History[edit | edit source]
The most famous part of "Godzilla's Theme" originated as the title theme for the original 1954 film, itself apparently adapted from the main title theme from the earlier film The President and the Saleswoman which Ifukube also scored. This track, originally called "Pursue Godzilla" in the film's score and typically known henceforth as the "Godzilla Title," was actually not composed to underscore Godzilla himself but rather the Defense Forces as they mobilize against Godzilla. "Pursue Godzilla" is heard three times in the film, first over the title credits, next when the Defense Forces mobilize before Godzilla lands at Shinagawa, and finally as the fighter jets use flares to lead Godzilla out to sea in Tokyo Bay. Godzilla himself is underscored in the film with a track titled "Godzilla's Fury," which plays during both of the monster's rampages through Tokyo.
In the next Godzilla film that Ifukube scored, King Kong vs. Godzilla, he introduced a new theme for Godzilla, which is recognizable as the intro component for "Godzilla's Theme" and is sometimes individually called the "Godzilla Fanfare." Ifukube combined this fanfare with an adapted higher-tempo version of "Godzilla's Fury." This theme was completely removed from the score of the American release of the film. Ifukube brought back this theme, collectively known as "Godzilla's Fury," for his score for Mothra vs. Godzilla, although it is altered somewhat. The "Godzilla Fanfare" portion of the theme was utilized again to underscore Godzilla in Ghidorah, the Three-Headed Monster, Invasion of Astro-Monster, and Destroy All Monsters, often arranged in conjunction with "Rodan's Theme." For Godzilla vs. Gigan, Godzilla was typically underscored by the arrangement of "Godzilla's Fury" from Mothra vs. Godzilla, as the film's entire score consisted entirely of stock music composed by Ifukube.
For the final film of the Showa series, Terror of Mechagodzilla, Ifukube was brought back to compose an original score. The "Godzilla Title" had become commonly associated with Godzilla by this point, so Ifukube adapted it to underscore the now-heroic Godzilla in this film. Terror of Mechagodzilla marked the point where the "Godzilla Title" was actually used to underscore Godzilla.

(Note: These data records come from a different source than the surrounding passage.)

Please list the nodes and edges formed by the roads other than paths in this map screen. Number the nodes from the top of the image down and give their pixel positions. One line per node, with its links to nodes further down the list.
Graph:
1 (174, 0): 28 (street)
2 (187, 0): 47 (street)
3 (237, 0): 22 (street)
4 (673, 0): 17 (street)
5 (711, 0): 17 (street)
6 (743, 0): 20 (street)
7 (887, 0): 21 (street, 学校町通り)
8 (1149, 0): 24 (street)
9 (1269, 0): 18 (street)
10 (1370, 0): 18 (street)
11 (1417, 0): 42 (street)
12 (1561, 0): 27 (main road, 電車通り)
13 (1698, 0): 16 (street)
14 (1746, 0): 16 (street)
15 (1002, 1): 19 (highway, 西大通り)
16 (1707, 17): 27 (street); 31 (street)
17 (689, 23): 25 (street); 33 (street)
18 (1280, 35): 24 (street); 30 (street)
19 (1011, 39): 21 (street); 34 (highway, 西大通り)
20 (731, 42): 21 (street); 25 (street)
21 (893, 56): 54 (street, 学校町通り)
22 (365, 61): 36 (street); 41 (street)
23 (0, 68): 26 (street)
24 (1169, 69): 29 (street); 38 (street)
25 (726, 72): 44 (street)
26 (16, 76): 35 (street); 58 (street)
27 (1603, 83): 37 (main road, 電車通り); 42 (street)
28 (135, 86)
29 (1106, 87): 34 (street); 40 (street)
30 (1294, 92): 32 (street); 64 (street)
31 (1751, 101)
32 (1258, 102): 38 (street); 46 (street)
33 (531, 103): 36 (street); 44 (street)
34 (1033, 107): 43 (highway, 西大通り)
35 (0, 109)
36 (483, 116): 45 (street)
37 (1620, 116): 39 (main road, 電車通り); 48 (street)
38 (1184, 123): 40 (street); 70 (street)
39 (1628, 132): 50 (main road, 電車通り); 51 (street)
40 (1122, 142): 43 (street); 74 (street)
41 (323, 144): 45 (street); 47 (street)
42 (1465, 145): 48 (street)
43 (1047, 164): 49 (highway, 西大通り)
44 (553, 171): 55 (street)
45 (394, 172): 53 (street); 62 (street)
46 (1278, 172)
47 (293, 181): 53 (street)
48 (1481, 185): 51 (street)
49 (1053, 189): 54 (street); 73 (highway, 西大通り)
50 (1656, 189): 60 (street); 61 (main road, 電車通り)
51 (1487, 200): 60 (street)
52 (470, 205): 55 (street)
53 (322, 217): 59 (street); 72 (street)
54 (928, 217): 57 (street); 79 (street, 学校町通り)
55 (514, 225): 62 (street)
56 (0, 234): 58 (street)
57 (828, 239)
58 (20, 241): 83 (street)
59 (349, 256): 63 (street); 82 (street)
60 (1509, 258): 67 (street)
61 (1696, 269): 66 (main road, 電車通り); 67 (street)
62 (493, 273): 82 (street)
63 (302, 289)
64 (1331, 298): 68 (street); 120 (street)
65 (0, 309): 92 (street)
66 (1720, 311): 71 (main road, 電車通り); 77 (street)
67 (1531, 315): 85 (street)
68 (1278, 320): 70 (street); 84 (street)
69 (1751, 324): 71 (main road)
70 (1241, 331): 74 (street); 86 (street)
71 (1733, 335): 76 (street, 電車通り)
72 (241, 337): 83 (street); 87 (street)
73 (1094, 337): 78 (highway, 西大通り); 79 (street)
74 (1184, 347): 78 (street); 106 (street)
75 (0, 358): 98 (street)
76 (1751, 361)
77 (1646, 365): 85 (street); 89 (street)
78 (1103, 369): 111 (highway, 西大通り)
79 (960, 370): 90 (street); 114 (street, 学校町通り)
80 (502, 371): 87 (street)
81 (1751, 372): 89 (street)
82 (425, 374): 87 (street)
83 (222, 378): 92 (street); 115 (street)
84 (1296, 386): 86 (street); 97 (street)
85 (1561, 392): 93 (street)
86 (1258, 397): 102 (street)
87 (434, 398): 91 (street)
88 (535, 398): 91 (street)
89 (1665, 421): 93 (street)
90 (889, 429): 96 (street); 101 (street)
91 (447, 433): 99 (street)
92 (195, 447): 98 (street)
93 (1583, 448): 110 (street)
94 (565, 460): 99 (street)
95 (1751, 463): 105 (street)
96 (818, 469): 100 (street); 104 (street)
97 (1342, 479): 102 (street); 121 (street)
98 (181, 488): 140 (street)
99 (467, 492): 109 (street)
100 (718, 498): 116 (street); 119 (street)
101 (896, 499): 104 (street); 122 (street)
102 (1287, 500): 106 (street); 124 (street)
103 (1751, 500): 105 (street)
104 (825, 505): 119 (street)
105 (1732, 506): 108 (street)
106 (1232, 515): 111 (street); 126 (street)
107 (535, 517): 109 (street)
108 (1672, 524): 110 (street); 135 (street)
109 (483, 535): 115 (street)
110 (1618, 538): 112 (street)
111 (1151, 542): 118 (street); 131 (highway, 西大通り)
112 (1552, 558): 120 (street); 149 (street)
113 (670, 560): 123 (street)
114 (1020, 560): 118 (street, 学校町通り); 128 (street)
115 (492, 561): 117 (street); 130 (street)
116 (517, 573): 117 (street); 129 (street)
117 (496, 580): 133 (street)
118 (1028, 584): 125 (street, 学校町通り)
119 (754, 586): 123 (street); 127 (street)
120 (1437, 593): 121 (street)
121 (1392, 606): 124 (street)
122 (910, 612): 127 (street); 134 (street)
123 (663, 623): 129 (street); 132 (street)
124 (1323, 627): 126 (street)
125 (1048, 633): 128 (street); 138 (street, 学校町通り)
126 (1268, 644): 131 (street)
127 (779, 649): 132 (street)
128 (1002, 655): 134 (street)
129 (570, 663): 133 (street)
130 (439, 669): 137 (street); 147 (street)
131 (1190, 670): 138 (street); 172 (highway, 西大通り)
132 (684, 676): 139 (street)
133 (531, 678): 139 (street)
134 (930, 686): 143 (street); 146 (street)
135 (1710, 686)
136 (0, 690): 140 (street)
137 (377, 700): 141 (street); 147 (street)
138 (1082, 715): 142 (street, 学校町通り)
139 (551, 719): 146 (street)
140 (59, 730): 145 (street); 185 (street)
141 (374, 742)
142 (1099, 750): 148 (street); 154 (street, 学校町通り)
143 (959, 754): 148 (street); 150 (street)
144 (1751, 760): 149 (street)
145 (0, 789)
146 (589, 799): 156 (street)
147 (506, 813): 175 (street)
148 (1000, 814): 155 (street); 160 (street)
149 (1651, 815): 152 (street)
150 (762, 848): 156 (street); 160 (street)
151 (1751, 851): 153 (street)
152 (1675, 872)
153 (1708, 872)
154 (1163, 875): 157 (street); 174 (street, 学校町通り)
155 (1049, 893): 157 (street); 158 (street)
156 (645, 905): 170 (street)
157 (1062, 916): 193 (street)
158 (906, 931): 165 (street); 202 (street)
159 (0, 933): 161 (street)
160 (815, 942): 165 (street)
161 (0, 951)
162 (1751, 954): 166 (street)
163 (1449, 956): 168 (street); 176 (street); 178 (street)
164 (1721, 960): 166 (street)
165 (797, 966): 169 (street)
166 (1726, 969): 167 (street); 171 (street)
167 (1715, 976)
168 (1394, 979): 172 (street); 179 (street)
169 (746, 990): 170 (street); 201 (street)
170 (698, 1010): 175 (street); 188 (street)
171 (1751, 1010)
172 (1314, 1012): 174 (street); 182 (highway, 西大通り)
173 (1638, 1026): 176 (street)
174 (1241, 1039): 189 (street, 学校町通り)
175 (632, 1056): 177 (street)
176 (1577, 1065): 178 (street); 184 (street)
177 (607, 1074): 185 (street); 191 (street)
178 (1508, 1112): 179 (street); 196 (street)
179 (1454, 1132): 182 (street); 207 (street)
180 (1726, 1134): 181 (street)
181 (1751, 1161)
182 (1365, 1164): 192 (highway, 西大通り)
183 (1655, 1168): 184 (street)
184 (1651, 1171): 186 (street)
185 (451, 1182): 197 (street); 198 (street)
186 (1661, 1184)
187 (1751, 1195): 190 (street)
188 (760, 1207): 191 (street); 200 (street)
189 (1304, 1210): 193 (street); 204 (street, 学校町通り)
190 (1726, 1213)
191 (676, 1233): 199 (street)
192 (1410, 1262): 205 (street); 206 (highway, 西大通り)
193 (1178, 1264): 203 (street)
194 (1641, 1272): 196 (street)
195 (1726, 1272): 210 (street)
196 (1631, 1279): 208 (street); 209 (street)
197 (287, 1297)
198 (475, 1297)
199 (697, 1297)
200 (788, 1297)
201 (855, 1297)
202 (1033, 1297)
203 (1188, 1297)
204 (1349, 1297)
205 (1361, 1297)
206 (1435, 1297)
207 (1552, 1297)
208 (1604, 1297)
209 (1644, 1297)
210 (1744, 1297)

Ifukube rearranged much of his previous music for his 1986 album OSTINATO, including new renditions of "Godzilla Title" and "Godzilla's Fury." These arrangements were used to underscore Godzilla in 1989's Godzilla vs. Biollante, in conjunction with the new "Godzilla 1989" theme which was part of Koichi Sugiyama's original score for the film. Ifukube finally returned to the series with Godzilla vs. King Ghidorah in which he finally introduced "Godzilla's Theme" as it is most well-known. Ifukube combined new arrangements of the "Godzilla Fanfare" with the "Godzilla Title" to underscore Godzilla. "Godzilla's Theme" was used again in all of the following scores of the Heisei series, even Godzilla vs. SpaceGodzilla which Ifukube did not score. In Godzilla vs. Mechagodzilla II, Ifukube included a new arrangement of "Godzilla's Fury" from Mothra vs. Godzilla as part of the score in addition to "Godzilla's Theme." An adapted version of "Godzilla's Fury" from the original 1954 film was worked into Ifukube's final score for the franchise in Godzilla vs. Destoroyah.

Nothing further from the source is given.